__What is needed__.
Exclude images, then output the remaining data verbatim.

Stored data
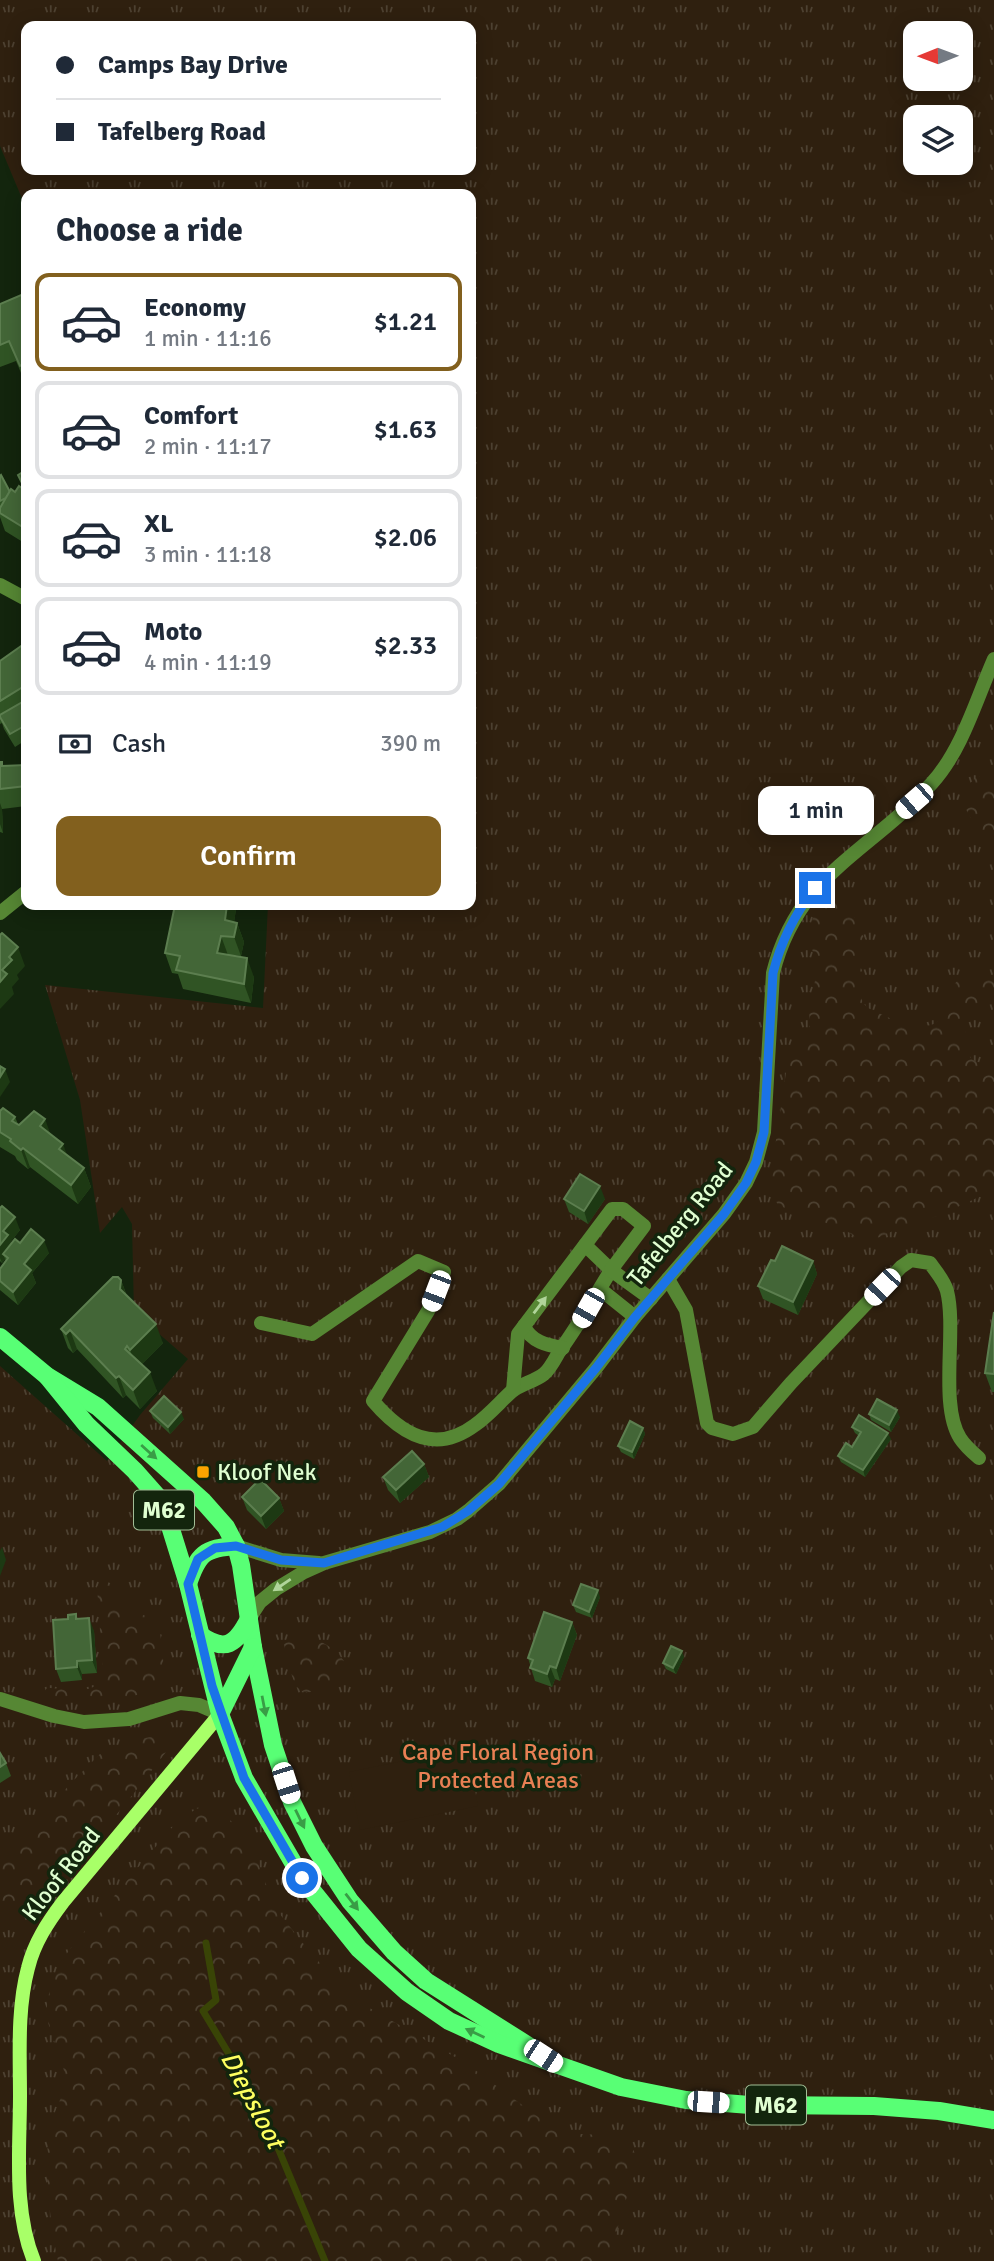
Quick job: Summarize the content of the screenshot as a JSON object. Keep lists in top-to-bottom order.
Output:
{
  "streets": {
    "main road": ["M62", "Kloof Road"],
    "street": ["Tafelberg Road"]
  },
  "crossings": [
    ["Tafelberg Road", "M62"],
    ["M62", "Kloof Road"]
  ],
  "water": ["Diepsloot"],
  "parks": ["Cape Floral Region Protected Areas"],
  "places": {
    "transit": ["Kloof Nek"]
  },
  "north": "left",
  "page": {
    "banner": ["Camps Bay Drive", "Tafelberg Road"],
    "heading": "Choose a ride",
    "list": [
      {
        "name": "Economy",
        "note": "1 min · 11:16",
        "value": "$1.21"
      },
      {
        "name": "Comfort",
        "note": "2 min · 11:17",
        "value": "$1.63"
      },
      {
        "name": "XL",
        "note": "3 min · 11:18",
        "value": "$2.06"
      },
      {
        "name": "Moto",
        "note": "4 min · 11:19",
        "value": "$2.33"
      }
    ],
    "pay": ["Cash", "390 m"],
    "bubble": "1 min",
    "buttons": "Confirm"
  }
}
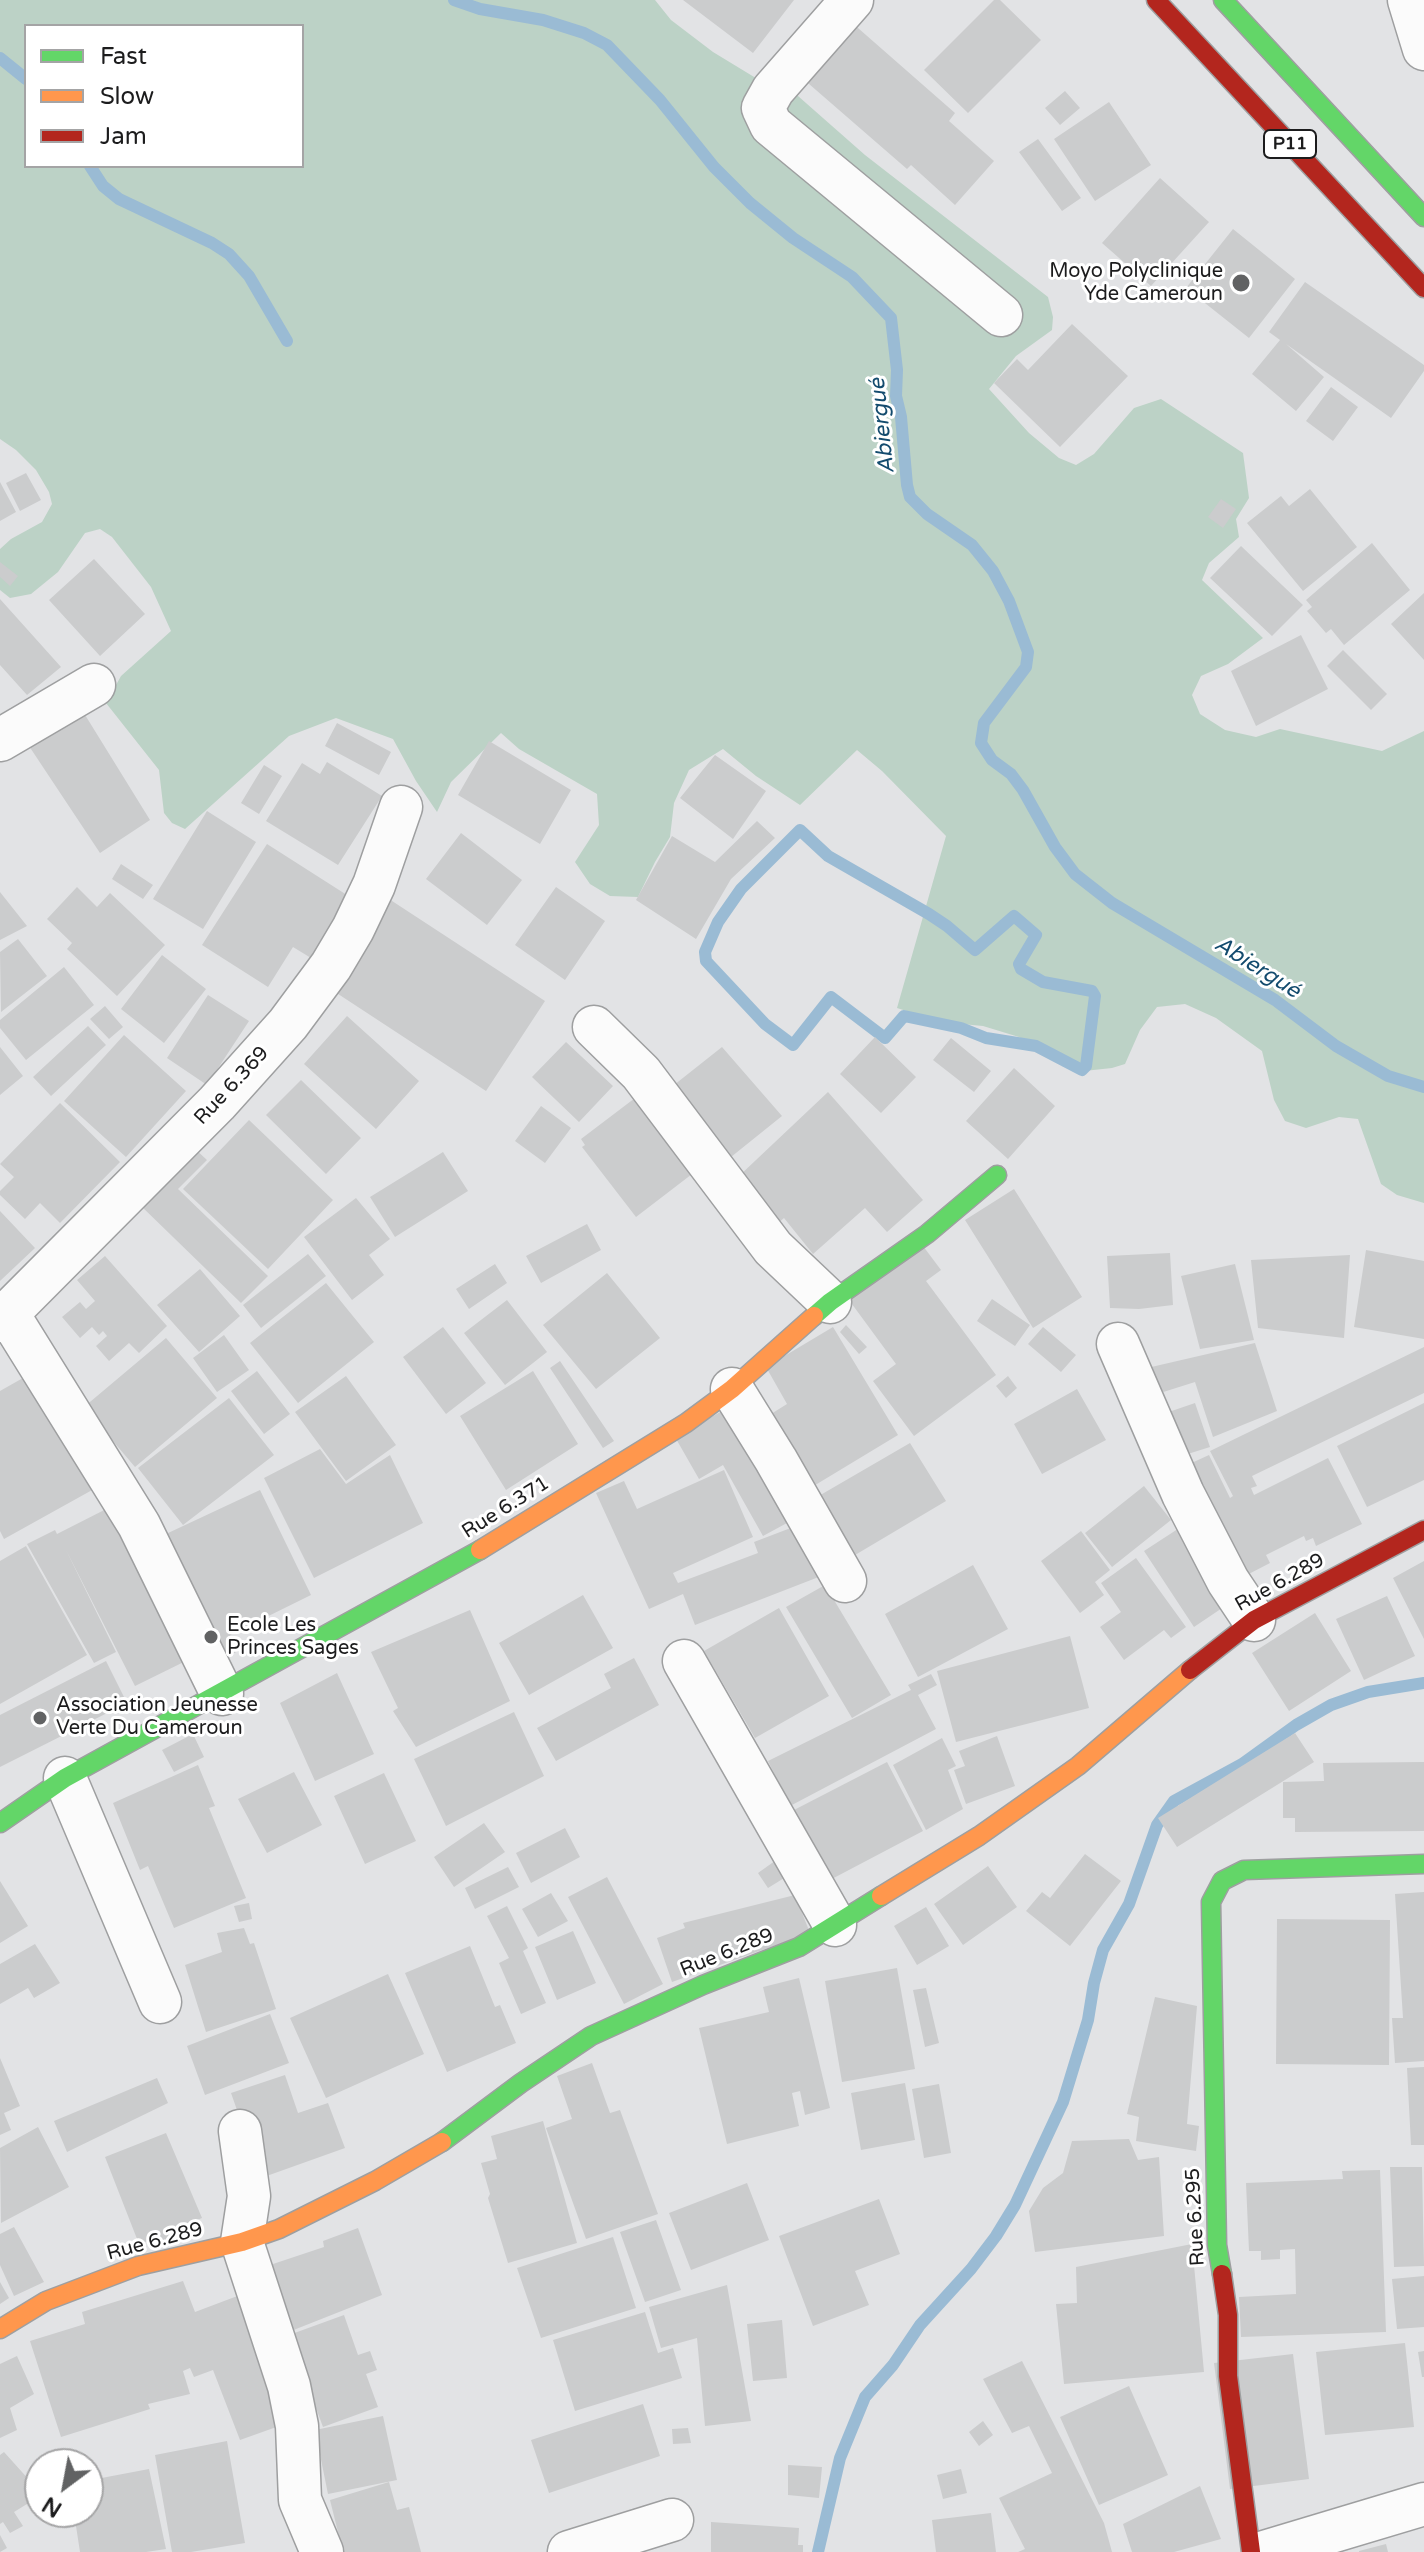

__Answer to the problem__.
Quick job: Summarize the content of the screenshot as a JSON object. Keep lists in top-to-bottom order.
Output:
{
  "streets": {
    "main road": ["M62", "Kloof Road"],
    "street": ["Tafelberg Road"]
  },
  "crossings": [
    ["Tafelberg Road", "M62"],
    ["M62", "Kloof Road"]
  ],
  "water": ["Diepsloot"],
  "parks": ["Cape Floral Region Protected Areas"],
  "places": {
    "transit": ["Kloof Nek"]
  },
  "north": "left",
  "page": {
    "banner": ["Camps Bay Drive", "Tafelberg Road"],
    "heading": "Choose a ride",
    "list": [
      {
        "name": "Economy",
        "note": "1 min · 11:16",
        "value": "$1.21"
      },
      {
        "name": "Comfort",
        "note": "2 min · 11:17",
        "value": "$1.63"
      },
      {
        "name": "XL",
        "note": "3 min · 11:18",
        "value": "$2.06"
      },
      {
        "name": "Moto",
        "note": "4 min · 11:19",
        "value": "$2.33"
      }
    ],
    "pay": ["Cash", "390 m"],
    "bubble": "1 min",
    "buttons": "Confirm"
  }
}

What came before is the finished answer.